Next, the operation will be described. FIG. 4 is a flowchart showing the processing operation of the control device 22 of FIG. As shown in the figure, the operation mode of the control device 22 is normally set to a high-speed operation mode (Sl l). At this time, the speed of the force 2 is controlled according to the high speed pattern 31 (FIG. 3).

[0021] In addition, the control device 22 always determines whether or not there is an abnormality in the operation of the elevator based on the information from the strain detector 21 (S12). If there is no abnormality in operation, the high-speed operation mode is continued.

If it is determined that an abnormality has occurred in the operation of the elevator, the operation mode of the control device 22 is switched from the high-speed operation mode to the rated operation mode (S13). In rated operating mode, the speed of force 2 is controlled according to the rated speed pattern 30.

[0023] After this, the controller 22 determines whether or not there is an abnormality in the operation of the elevator (S14). If the abnormality in the operation of the elevator is not resolved, the operation in the rated operation mode is continued. On the other hand, when the abnormal operation of the elevator is resolved, the operation mode of the control device 22 is switched again from the rated operation mode to the high-speed operation mode.

[0024] In such an elevator apparatus, the distortion of the hoisting machine 4 is measured by the distortion detector 21, and the operation of the elevator is controlled based on the information from the distortion detector 21. Even without measuring the temperature of the elevator equipment, it is possible to easily and more reliably determine whether there is an abnormality in the operation of the elevator with a simple configuration. Further, since the distortion of the hoisting machine 4 changes according to the load of the elevator operation, the control according to the load of the elevator operation can be performed. As a result, the operation of the elevator can be changed at a stage before the elevator equipment breaks down and the operation of the elevator stops. Therefore Even when the elevator operation is overloaded, the elevator operation can be continued and the service service can be prevented from being significantly reduced.

[0025] In the above example, the distortion of the frame of the motor 6 is measured by the distortion detector 21. However, if the distortion is measured is an elevator device that is operated with the movement of the car 2. For example, the distortion detector 21 may measure the distortion of the motor 6 main body, the deflector 5, the drive sheave 7, the guide shoe 10, or the brake device 11 as the distortion of the elevator equipment. Even in this manner, since the motor 6 main body, the deflector 5, the guide wheel 10, or the brake device 11 is distorted during operation of the elevator, it is possible to easily determine whether there is an abnormality in the operation of the elevator.

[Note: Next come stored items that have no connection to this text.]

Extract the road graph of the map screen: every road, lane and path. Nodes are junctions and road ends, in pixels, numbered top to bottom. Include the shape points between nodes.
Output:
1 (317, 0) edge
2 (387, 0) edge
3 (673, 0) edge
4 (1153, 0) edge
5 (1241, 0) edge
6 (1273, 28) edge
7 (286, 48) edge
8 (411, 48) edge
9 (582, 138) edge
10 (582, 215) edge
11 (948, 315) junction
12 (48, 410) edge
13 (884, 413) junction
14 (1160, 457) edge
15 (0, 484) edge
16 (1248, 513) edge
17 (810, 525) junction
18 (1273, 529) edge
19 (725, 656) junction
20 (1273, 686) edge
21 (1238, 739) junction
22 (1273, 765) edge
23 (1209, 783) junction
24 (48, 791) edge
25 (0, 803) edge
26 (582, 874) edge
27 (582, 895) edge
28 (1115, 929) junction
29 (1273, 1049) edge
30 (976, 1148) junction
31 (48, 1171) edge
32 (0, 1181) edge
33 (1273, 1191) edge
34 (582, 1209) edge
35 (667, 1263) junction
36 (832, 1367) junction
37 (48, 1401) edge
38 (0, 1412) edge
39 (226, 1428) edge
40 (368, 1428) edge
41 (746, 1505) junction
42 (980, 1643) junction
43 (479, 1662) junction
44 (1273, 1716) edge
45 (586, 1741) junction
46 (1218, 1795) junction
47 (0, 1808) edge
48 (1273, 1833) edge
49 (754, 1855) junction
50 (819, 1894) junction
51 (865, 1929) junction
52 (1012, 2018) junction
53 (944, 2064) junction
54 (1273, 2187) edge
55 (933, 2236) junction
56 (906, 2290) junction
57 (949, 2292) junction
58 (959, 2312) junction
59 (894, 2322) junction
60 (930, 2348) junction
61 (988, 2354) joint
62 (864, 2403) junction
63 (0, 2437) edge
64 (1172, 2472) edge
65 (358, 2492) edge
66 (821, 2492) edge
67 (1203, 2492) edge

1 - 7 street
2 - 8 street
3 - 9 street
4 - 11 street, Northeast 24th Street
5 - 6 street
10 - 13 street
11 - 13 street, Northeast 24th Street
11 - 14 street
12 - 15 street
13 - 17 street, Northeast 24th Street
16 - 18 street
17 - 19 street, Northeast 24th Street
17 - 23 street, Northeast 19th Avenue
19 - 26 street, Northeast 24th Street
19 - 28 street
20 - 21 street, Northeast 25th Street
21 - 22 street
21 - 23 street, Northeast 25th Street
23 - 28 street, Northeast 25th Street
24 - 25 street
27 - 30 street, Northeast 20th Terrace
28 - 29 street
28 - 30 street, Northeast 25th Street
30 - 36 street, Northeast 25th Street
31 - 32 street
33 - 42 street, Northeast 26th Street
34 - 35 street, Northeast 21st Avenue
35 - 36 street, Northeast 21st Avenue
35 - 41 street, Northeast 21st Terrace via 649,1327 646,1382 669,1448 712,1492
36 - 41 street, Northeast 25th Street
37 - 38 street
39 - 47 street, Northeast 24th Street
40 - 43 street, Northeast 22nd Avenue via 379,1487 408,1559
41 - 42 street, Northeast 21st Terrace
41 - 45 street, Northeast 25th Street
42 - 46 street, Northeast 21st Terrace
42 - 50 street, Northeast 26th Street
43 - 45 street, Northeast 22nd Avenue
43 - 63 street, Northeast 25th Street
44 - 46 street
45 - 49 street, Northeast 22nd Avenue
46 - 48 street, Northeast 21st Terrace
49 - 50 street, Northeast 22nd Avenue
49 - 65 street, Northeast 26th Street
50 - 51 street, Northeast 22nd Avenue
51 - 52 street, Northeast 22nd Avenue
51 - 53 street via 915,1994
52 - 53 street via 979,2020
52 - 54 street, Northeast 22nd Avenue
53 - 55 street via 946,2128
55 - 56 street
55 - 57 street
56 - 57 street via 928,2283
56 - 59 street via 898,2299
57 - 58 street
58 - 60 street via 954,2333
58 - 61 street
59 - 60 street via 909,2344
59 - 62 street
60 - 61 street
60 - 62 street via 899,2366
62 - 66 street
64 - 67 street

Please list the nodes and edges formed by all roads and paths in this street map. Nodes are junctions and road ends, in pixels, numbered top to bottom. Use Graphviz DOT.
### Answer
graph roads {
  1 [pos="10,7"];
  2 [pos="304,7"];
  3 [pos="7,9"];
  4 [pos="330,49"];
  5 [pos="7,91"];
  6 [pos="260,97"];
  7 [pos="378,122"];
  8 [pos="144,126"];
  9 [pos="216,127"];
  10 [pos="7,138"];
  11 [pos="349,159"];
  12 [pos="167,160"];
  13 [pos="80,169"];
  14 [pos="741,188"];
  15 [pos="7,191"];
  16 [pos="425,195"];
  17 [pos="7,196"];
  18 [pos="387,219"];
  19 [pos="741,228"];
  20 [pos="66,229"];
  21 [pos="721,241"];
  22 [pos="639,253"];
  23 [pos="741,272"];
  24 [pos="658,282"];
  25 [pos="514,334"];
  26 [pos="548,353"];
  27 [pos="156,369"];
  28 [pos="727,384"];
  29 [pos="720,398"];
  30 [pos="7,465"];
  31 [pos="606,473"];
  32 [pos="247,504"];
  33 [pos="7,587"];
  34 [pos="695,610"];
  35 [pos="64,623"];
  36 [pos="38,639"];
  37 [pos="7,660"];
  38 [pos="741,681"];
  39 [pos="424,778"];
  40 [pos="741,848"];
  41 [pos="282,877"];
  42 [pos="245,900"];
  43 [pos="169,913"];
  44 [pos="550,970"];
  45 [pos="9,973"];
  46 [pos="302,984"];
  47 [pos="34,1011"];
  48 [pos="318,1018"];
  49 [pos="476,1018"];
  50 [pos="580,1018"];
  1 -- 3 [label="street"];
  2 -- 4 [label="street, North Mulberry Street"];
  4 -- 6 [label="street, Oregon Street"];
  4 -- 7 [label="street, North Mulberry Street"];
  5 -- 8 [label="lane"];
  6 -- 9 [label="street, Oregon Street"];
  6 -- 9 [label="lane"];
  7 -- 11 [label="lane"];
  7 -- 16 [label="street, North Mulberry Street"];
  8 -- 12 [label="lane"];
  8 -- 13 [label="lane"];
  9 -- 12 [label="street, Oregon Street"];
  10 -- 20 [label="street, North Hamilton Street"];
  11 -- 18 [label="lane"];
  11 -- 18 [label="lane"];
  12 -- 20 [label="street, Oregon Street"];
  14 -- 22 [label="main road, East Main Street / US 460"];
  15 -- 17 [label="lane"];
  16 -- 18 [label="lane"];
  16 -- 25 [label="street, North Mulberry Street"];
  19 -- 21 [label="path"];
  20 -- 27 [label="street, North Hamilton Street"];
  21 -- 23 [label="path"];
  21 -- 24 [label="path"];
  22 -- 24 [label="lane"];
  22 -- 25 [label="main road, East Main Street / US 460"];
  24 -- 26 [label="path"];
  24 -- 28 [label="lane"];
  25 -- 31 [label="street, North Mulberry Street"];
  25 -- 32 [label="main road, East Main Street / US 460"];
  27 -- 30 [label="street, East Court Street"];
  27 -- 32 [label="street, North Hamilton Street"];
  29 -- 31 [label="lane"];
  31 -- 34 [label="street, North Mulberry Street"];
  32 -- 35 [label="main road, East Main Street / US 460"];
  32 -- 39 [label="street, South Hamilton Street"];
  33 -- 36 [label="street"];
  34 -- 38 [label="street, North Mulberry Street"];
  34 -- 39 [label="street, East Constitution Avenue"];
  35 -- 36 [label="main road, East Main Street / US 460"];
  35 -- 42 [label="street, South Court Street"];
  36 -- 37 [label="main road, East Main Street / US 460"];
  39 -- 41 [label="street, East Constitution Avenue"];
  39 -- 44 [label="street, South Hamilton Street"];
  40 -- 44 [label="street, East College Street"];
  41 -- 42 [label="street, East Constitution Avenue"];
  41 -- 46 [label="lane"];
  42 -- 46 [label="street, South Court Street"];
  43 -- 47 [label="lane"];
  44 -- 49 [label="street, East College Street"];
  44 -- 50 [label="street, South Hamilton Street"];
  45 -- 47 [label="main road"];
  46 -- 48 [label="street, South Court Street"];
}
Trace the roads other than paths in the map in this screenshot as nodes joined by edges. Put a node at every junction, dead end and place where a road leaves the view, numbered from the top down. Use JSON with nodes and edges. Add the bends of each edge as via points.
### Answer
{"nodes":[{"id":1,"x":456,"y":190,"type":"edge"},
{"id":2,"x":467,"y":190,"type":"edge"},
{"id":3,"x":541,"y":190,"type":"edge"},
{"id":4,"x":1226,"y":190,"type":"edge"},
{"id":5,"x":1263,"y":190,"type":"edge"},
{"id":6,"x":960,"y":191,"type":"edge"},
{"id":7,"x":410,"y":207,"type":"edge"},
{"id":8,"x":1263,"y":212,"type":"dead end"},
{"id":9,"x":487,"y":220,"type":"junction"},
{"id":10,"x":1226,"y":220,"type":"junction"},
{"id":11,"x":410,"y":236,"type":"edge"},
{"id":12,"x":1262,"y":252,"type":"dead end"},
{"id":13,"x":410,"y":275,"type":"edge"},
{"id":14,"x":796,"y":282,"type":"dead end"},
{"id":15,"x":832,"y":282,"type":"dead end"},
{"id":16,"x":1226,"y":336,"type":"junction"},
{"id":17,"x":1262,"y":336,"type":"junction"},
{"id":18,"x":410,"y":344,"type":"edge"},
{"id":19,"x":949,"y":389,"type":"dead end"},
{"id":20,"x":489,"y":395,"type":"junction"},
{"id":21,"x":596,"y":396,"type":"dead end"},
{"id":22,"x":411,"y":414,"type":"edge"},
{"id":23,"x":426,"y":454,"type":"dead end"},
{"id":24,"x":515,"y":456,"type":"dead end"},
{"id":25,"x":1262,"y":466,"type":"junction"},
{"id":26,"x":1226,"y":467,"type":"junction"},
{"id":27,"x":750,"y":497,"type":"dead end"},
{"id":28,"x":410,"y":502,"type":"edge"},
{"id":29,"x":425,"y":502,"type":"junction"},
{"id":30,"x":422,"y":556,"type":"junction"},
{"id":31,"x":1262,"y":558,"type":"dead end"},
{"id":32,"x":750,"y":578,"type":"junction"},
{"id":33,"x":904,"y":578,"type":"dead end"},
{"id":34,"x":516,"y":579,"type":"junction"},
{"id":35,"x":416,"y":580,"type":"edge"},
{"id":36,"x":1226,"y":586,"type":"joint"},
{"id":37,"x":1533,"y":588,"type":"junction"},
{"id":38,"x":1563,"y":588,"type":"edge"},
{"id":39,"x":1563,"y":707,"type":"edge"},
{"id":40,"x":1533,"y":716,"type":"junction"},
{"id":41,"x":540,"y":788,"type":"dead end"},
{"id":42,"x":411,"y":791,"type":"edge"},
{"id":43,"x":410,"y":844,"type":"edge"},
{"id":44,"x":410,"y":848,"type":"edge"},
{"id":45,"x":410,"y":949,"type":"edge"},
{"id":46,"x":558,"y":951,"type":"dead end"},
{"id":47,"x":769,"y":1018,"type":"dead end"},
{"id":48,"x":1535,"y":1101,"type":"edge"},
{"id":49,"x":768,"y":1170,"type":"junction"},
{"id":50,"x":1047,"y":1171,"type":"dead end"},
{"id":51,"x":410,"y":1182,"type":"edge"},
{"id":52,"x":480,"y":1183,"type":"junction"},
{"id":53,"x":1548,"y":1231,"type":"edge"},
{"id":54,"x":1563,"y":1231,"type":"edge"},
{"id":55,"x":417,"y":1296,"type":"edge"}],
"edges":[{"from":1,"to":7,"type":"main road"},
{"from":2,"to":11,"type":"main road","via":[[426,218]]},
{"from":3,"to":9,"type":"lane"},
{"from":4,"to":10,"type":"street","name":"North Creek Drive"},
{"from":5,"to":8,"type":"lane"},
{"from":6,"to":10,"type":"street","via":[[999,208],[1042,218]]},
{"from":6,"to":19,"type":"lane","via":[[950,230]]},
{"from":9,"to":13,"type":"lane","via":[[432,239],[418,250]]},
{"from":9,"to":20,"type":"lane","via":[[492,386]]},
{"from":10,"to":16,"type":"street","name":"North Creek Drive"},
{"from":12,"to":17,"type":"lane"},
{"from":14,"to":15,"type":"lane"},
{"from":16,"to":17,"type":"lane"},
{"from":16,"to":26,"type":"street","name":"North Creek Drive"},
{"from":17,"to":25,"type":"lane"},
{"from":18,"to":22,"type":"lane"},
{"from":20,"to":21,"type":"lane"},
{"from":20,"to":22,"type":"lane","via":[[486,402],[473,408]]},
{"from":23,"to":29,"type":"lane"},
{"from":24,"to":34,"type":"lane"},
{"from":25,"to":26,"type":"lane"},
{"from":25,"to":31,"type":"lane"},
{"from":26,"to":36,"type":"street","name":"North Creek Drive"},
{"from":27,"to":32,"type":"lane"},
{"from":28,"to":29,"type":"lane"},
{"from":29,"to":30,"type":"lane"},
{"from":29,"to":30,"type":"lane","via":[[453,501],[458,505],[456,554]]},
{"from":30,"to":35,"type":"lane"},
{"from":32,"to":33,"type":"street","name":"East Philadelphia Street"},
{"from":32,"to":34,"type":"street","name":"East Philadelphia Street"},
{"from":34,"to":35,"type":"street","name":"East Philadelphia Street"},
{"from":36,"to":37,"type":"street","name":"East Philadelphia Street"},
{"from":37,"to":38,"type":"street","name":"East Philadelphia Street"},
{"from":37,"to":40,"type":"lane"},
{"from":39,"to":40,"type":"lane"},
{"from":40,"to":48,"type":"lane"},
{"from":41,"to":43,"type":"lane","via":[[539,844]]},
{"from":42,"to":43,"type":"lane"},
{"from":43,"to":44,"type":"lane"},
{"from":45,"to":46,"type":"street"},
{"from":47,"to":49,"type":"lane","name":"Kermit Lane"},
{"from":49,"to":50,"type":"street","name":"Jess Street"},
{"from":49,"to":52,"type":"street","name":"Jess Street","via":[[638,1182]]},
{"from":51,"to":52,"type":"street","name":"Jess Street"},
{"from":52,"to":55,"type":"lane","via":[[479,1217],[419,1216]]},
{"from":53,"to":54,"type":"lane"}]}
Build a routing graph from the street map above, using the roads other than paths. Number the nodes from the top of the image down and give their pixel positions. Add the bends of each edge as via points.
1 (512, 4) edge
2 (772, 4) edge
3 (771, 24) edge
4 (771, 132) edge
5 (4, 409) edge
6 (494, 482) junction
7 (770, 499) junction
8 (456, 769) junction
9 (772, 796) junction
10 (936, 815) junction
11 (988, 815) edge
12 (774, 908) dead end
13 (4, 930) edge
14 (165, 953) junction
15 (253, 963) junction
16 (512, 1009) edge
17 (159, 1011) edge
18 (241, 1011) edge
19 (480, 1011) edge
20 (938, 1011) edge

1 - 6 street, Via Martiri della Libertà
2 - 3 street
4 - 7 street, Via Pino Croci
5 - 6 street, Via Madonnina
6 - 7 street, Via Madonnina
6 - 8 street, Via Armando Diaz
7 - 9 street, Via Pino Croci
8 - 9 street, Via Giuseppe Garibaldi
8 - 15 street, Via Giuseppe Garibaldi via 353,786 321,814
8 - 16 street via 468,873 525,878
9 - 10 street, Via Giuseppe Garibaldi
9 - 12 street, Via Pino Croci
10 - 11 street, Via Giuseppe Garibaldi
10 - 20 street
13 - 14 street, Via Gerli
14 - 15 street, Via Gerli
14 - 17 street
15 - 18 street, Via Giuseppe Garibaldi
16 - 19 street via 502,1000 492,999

[0026] In the above example, the rated speed pattern and the high speed pattern are preliminarily set in the control device 22. However, the maximum speed, acceleration, and jerk (jerk) corresponding to the calculated distortion are set. Calculate and set the rated speed pattern and high speed pattern based on the calculated maximum speed, acceleration and jerk.

[0027] In the above example, the control device 22 can be switched between the two operation modes of the rated operation mode and the high-speed operation mode, but the high-speed operation mode is not limited to the rated operation mode and the high-speed operation mode. It may be possible to switch to the intermediate operation mode that is longer than the travel time of the force 2 in the operation mode and shorter than the travel time of the car 2 in the rated operation mode. In this case, the criterion value for mode switching increases in the order of rated operation mode, intermediate operation mode, and high-speed operation mode. In this way, the time until force 2 arrives at the destination floor changes stepwise according to the distortion that does not change suddenly, so that it is possible to prevent the service from deteriorating extremely. it can.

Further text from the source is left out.